Task brief:
Produce an exact transcription of the listing below, omitting the pictures.

Data for review:
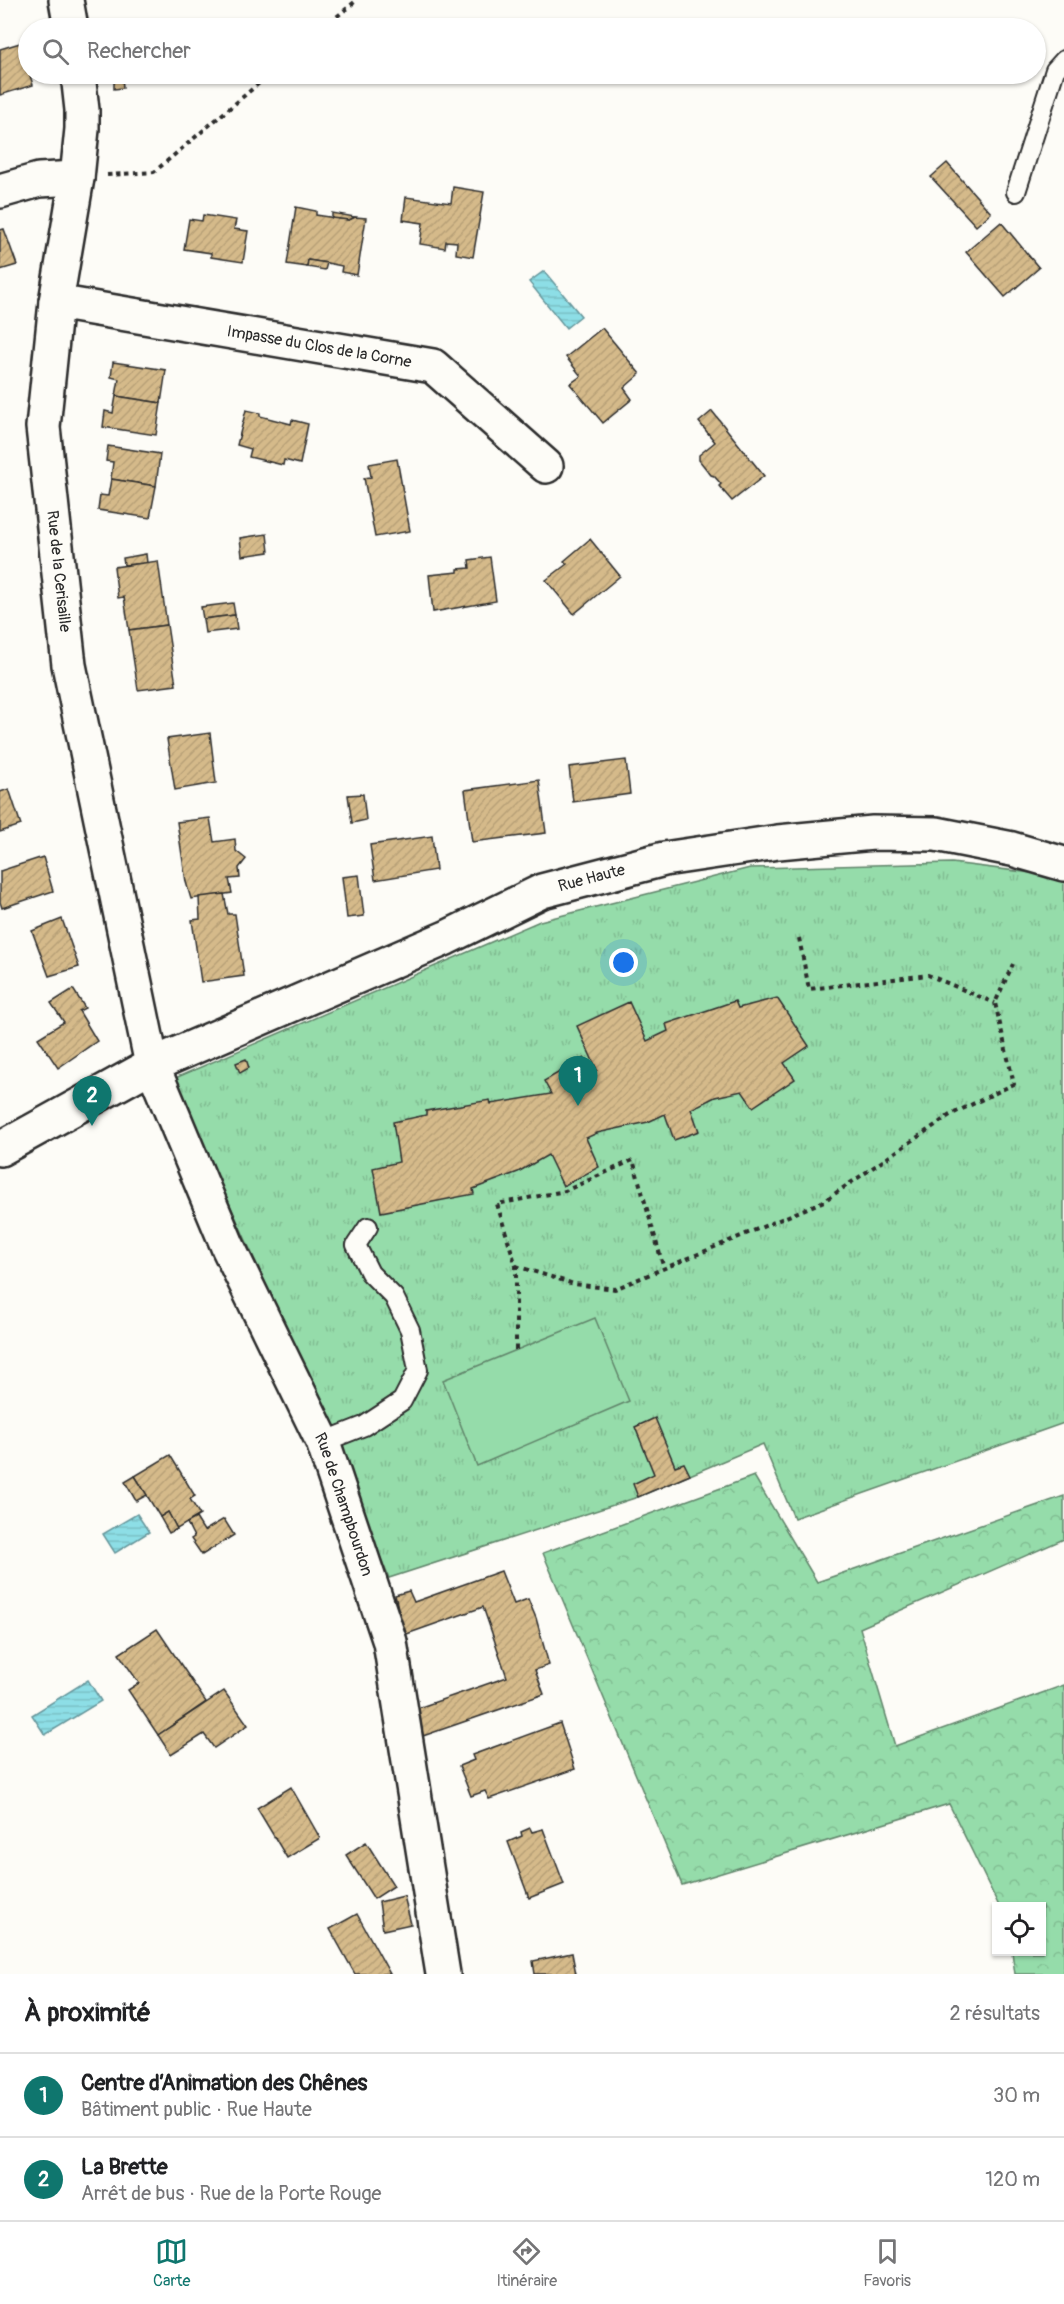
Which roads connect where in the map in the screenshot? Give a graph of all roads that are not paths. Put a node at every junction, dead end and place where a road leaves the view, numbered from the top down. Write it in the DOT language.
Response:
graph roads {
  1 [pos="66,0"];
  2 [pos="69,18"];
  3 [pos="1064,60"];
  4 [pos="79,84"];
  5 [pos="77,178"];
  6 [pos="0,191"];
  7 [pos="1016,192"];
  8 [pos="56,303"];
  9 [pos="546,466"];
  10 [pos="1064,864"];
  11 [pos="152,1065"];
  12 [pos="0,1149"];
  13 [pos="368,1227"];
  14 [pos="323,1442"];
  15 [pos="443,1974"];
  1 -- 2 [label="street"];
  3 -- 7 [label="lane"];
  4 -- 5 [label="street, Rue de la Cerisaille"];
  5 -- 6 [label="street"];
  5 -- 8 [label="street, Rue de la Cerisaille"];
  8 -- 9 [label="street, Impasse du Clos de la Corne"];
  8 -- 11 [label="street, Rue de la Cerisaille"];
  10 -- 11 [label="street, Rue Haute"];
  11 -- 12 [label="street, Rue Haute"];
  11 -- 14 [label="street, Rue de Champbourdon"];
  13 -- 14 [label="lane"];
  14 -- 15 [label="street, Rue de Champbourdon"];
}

Solved exercise:
Which roads connect where in the map in the screenshot? Give a graph of all roads that are not paths. Put a node at every junction, dead end and place where a road leaves the view, numbered from the top down. Write it in the DOT language.
Response:
graph roads {
  1 [pos="66,0"];
  2 [pos="69,18"];
  3 [pos="1064,60"];
  4 [pos="79,84"];
  5 [pos="77,178"];
  6 [pos="0,191"];
  7 [pos="1016,192"];
  8 [pos="56,303"];
  9 [pos="546,466"];
  10 [pos="1064,864"];
  11 [pos="152,1065"];
  12 [pos="0,1149"];
  13 [pos="368,1227"];
  14 [pos="323,1442"];
  15 [pos="443,1974"];
  1 -- 2 [label="street"];
  3 -- 7 [label="lane"];
  4 -- 5 [label="street, Rue de la Cerisaille"];
  5 -- 6 [label="street"];
  5 -- 8 [label="street, Rue de la Cerisaille"];
  8 -- 9 [label="street, Impasse du Clos de la Corne"];
  8 -- 11 [label="street, Rue de la Cerisaille"];
  10 -- 11 [label="street, Rue Haute"];
  11 -- 12 [label="street, Rue Haute"];
  11 -- 14 [label="street, Rue de Champbourdon"];
  13 -- 14 [label="lane"];
  14 -- 15 [label="street, Rue de Champbourdon"];
}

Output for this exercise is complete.